== TASK DESCRIPTION ==
No picture belongs in the copy. Repeat each line below exactly.

== STORED DATA ==
/---

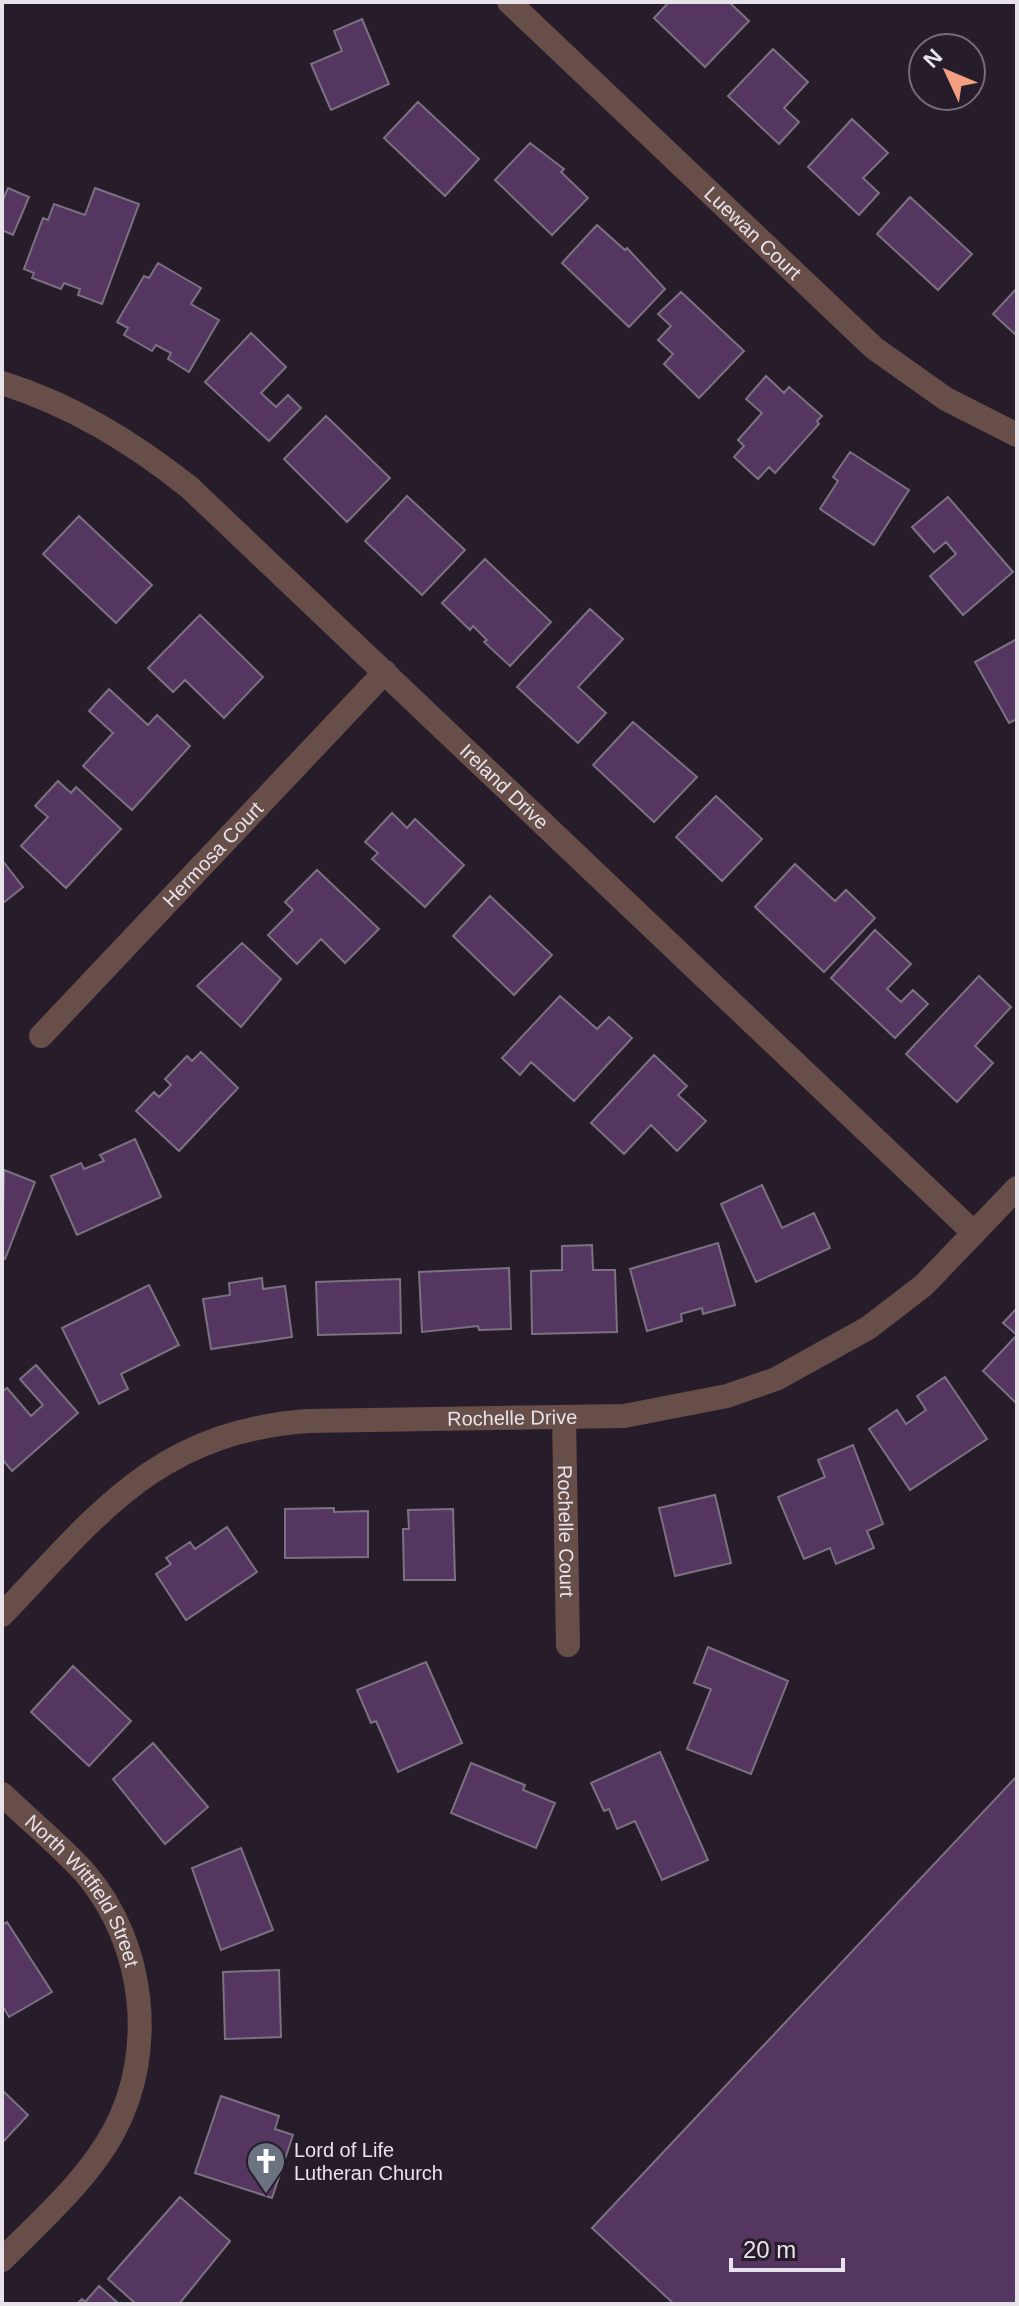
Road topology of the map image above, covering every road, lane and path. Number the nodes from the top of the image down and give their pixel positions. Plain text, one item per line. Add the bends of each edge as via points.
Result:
1 (509, 2) edge
2 (2, 383) edge
3 (1017, 435) edge
4 (385, 672) junction
5 (41, 1036) dead end
6 (1017, 1188) edge
7 (974, 1233) junction
8 (564, 1417) junction
9 (2, 1615) edge
10 (568, 1645) dead end
11 (2, 1794) edge
12 (2, 2260) edge

1 - 3 street, Luewan Court via 861,337 946,399
2 - 4 street, Ireland Drive via 88,418 147,454 204,500
4 - 5 street, Hermosa Court
4 - 7 street, Ireland Drive
6 - 7 street, Rochelle Drive
7 - 8 street, Rochelle Drive via 924,1285 868,1328 776,1379 718,1399 642,1414
8 - 9 street, Rochelle Drive via 297,1422 208,1442 132,1483
8 - 10 street, Rochelle Court
11 - 12 street, North Wittfield Street via 104,1899 130,1956 138,2000 136,2070 112,2134 83,2176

\---

== SOLUTION FOR THIS PROBLEM ==
Road topology of the map image above, covering every road, lane and path. Number the nodes from the top of the image down and give their pixel positions. Plain text, one item per line. Add the bends of each edge as via points.
Result:
1 (509, 2) edge
2 (2, 383) edge
3 (1017, 435) edge
4 (385, 672) junction
5 (41, 1036) dead end
6 (1017, 1188) edge
7 (974, 1233) junction
8 (564, 1417) junction
9 (2, 1615) edge
10 (568, 1645) dead end
11 (2, 1794) edge
12 (2, 2260) edge

1 - 3 street, Luewan Court via 861,337 946,399
2 - 4 street, Ireland Drive via 88,418 147,454 204,500
4 - 5 street, Hermosa Court
4 - 7 street, Ireland Drive
6 - 7 street, Rochelle Drive
7 - 8 street, Rochelle Drive via 924,1285 868,1328 776,1379 718,1399 642,1414
8 - 9 street, Rochelle Drive via 297,1422 208,1442 132,1483
8 - 10 street, Rochelle Court
11 - 12 street, North Wittfield Street via 104,1899 130,1956 138,2000 136,2070 112,2134 83,2176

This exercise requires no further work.